We lifted each item out carefully, almost reverently. The orange and brown blanket her mother had crocheted; a set of delicate china plates; the feathered mask she’d gotten from her honeymoon in Italy; a ragdoll I’d never seen before. One of the pairs of candlesticks her father had brought over from Poland in the 1920’s—she’d given the other pair to Jo. A stack of papers, a dusty photo album—here was a picture of her from her wedding, radiant and brilliant-eyed; there was Jo, nine, and me at four, gap-toothed, lying on our parents’ double bed and smiling up at the camera. Here was Jo with her face smeared with chocolate ice cream, laughing; there was a small, brown-eyed, dark-haired boy, kicking a soccer ball as hard as he could.
Then I saw them. I reached in and lifted out a pair of blue pajama bottoms. They were oddly heavy, and I set them on the couch. I nudged the top piece away, and couldn’t breath.
They marched across the material, no less proud than when I sat beside them as an eight-year-old. The purple-gray one still looked so peaceful, and the jade one was still trumpeting.
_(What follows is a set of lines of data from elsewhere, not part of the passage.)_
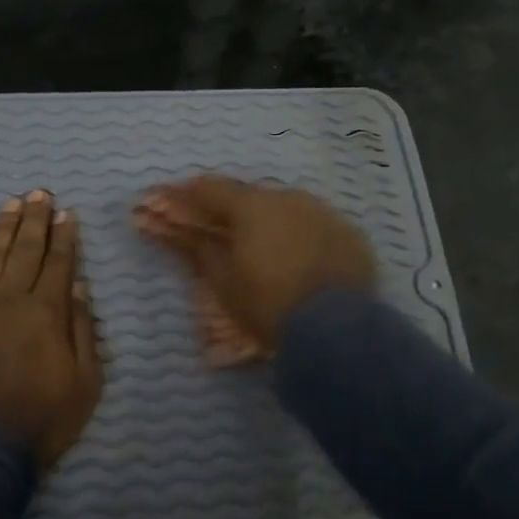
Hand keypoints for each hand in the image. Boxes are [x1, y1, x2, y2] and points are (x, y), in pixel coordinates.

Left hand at [0, 191, 103, 469]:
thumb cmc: (44, 418)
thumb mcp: (86, 380)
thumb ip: (82, 328)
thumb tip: (77, 284)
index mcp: (47, 312)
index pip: (59, 262)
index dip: (65, 236)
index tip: (68, 212)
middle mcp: (11, 300)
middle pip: (25, 250)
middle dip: (36, 219)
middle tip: (39, 193)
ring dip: (4, 228)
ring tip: (13, 204)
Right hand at [135, 176, 374, 358]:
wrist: (336, 329)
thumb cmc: (269, 304)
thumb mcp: (224, 281)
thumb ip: (199, 248)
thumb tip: (178, 230)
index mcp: (252, 205)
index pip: (210, 189)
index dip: (186, 195)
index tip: (168, 201)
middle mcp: (289, 197)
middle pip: (249, 197)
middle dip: (228, 210)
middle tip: (213, 228)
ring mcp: (323, 213)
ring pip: (284, 210)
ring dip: (265, 222)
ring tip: (256, 245)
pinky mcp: (349, 234)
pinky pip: (314, 227)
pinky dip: (297, 236)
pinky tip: (294, 256)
I ran one finger along them, feeling the wrinkles of their hide, hidden under the smooth exterior.
Something black in the box caught my eye. I pulled out the notebook, knowing before I opened it what I’d find. I let if all open to a random page and started reading.
Sorrel looked out at the ocean, speechless. They’d told her, but she’d never imagined it would look like that. It seemed to stretch on forever. She felt dwarfed next to it, completely inconsequential.
I remembered that one. Sorrel was a human girl, raised by dragons. I’d gotten most of that story down, before I’d moved on to a new one. I turned the page.
The Way Things Are
By Sam Kensington, age 7
This is the way things are:
The sun can go dark
The moon can be bright
Birds can walk on land
Humans can fly the skies
Plants have begun to eat animals
And animals know themselves better than humans do
Clouds can sing
Tears can laugh
And traveling across the worlds and the words,
Geniuses often go crazy.
I stared at the page, and I breathed a laugh. Jo looked at me, startled, and I met her eyes. “She saved everything,” I said. “Everything we gave her.” I started to hand the book to her, and a folded packet of white paper fell out. I smoothed out the creases and stared at the printed words.
There once lived a boy, and halfway across the world, there lived an elephant.
My hands started to tremble. I turned the page, scanned the story. Oh, God.
The boy looked up into the eye of the elephant. It was a deep gold, fire or magma rippling from a black pupil, surrounded by eyelashes that sprouted like a forest of saplings from the elephant’s wrinkled, gray-brown, timeworn skin. The boy looked into the eye of the elephant, and knew that the elephant had seen more than the boy could ever dream of. This elephant had seen from the beginning of time.
My childhood was in these pages. And she’d saved it. She’d saved it all, in this ratty cardboard box.
Better safe than sorry, right, Sam? But there once lived a boy, and there once lived an elephant. Elephants, marching across my mother’s mantel, trumpeting, the heralds of the dawn. Animals know themselves better than humans do.
Elephants grieve. But elephants also create art.
Are you watching, Mom? Can you see me, from wherever you are? I don’t believe you’re completely gone.
“One sec,” I said to Jo. I stood up and walked outside the house, pulled out my cell phone, and selected a number from the contacts.
The phone rang once, twice. “Hello?”
“Hi, Ahmed? It’s Sam.”
“Hey, Sam. Man, I’m sorry. I heard about your mom.”
“Thank you.” I took a long breath. “Ahmed—this is kind of a long shot. But by any chance, is that job still open? The one you offered me? The one in Africa?”